Repeat the records below line by line, exactly, finishing on the line that contains "solid #fff;border-radius:50%;background:#1a73e8;box-shadow:0 0".

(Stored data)

────────────────────────────────────────

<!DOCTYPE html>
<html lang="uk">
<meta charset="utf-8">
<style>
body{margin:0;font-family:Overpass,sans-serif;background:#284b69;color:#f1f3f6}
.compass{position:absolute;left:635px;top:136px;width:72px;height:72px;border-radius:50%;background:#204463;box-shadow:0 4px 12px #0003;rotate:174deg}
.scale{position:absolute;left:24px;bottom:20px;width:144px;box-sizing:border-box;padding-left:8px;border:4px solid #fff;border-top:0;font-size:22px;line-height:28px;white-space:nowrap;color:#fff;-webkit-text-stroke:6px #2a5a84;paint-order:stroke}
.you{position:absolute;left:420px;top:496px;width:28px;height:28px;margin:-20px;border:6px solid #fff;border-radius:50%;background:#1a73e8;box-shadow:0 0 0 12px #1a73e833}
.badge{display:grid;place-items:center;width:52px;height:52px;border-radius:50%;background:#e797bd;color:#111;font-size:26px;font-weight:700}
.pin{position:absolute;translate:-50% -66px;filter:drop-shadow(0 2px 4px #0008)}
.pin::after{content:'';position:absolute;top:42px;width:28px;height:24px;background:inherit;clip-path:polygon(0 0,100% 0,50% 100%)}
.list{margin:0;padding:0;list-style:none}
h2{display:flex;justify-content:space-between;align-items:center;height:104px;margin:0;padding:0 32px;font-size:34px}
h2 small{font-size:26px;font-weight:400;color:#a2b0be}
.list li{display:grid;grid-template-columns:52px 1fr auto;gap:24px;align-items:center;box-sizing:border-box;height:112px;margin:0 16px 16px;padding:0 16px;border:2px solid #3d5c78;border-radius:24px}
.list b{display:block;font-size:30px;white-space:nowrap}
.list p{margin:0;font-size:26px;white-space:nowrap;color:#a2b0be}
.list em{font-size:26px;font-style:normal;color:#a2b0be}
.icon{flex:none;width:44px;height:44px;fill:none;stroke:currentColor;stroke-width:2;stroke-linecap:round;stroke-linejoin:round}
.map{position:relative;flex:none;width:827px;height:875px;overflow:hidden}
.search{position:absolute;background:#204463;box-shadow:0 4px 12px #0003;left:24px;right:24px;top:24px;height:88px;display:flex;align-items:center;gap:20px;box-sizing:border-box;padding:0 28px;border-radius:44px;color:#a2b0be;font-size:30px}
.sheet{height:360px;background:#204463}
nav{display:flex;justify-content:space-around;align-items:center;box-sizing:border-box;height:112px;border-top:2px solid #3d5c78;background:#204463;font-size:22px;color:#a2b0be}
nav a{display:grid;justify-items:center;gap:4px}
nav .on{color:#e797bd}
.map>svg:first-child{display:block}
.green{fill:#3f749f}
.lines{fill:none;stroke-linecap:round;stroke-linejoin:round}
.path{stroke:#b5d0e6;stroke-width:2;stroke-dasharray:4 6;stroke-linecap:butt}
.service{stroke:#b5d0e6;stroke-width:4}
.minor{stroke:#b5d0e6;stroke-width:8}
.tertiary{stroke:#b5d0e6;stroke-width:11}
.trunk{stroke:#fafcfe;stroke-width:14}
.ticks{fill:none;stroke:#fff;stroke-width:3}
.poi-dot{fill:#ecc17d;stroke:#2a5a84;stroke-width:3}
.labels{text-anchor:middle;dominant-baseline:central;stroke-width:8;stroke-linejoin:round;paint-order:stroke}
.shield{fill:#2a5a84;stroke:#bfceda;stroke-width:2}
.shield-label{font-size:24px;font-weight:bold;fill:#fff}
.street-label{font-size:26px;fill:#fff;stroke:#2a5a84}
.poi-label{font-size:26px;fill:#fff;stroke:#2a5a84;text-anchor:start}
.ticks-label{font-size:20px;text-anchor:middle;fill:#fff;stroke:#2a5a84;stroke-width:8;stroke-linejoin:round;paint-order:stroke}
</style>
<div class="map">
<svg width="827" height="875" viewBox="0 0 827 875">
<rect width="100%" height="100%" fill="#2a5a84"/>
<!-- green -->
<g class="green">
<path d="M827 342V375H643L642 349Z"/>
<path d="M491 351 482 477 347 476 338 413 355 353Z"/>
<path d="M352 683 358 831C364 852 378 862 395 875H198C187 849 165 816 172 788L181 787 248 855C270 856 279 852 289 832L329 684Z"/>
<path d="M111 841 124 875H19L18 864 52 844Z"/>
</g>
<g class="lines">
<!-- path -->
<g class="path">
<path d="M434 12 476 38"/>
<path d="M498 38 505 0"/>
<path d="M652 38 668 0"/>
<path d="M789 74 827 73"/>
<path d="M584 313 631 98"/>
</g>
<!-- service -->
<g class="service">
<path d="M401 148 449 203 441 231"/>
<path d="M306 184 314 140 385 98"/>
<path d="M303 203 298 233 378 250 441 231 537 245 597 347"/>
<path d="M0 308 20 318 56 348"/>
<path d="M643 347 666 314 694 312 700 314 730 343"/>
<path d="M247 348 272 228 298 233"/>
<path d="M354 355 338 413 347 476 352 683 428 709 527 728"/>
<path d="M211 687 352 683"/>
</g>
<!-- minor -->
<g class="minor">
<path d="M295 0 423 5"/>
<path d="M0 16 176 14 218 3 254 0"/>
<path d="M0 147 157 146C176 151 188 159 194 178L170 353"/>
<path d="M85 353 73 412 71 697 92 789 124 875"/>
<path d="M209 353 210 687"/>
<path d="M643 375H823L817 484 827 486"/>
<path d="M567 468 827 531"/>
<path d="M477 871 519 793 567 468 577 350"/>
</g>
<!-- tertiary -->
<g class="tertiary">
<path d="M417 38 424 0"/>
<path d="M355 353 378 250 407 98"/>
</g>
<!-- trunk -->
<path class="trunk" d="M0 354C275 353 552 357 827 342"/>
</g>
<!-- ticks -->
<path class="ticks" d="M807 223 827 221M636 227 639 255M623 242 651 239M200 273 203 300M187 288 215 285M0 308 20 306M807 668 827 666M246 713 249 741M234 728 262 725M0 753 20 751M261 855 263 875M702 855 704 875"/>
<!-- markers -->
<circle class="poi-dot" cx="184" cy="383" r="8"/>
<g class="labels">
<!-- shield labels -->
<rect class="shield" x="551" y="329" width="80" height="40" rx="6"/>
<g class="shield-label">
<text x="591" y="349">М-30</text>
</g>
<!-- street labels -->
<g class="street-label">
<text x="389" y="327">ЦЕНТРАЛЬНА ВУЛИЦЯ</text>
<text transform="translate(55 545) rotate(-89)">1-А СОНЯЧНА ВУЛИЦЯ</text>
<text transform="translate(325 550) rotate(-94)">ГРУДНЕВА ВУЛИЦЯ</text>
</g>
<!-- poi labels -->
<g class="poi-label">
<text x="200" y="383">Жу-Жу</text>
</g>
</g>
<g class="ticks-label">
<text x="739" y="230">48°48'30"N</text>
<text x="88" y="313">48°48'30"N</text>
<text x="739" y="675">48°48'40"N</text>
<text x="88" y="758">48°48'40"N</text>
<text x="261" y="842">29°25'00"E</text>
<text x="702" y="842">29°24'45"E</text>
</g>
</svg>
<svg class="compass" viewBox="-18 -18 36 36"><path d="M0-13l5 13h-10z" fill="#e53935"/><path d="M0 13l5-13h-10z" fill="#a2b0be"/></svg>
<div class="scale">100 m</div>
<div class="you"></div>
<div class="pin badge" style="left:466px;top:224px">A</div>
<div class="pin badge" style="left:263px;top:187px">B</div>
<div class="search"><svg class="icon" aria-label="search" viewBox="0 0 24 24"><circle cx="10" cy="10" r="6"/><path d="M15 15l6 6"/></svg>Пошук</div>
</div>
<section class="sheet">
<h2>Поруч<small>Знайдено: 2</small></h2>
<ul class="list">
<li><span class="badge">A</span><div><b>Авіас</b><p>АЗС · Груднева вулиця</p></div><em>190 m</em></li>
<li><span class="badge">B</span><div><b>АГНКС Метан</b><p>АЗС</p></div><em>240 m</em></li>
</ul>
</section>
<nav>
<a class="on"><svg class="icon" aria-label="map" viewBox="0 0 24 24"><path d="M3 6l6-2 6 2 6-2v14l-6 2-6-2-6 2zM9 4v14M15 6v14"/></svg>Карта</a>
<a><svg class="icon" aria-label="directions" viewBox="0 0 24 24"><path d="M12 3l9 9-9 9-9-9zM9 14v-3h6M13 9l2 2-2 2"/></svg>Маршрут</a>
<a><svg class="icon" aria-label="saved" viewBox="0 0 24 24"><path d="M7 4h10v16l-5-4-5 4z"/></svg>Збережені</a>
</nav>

────────────────────────────────────────

YOUR RESPONSE:
<!DOCTYPE html>
<html lang="uk">
<meta charset="utf-8">
<style>
body{margin:0;font-family:Overpass,sans-serif;background:#284b69;color:#f1f3f6}
.compass{position:absolute;left:635px;top:136px;width:72px;height:72px;border-radius:50%;background:#204463;box-shadow:0 4px 12px #0003;rotate:174deg}
.scale{position:absolute;left:24px;bottom:20px;width:144px;box-sizing:border-box;padding-left:8px;border:4px solid #fff;border-top:0;font-size:22px;line-height:28px;white-space:nowrap;color:#fff;-webkit-text-stroke:6px #2a5a84;paint-order:stroke}
.you{position:absolute;left:420px;top:496px;width:28px;height:28px;margin:-20px;border:6px solid #fff;border-radius:50%;background:#1a73e8;box-shadow:0 0 0 12px #1a73e833}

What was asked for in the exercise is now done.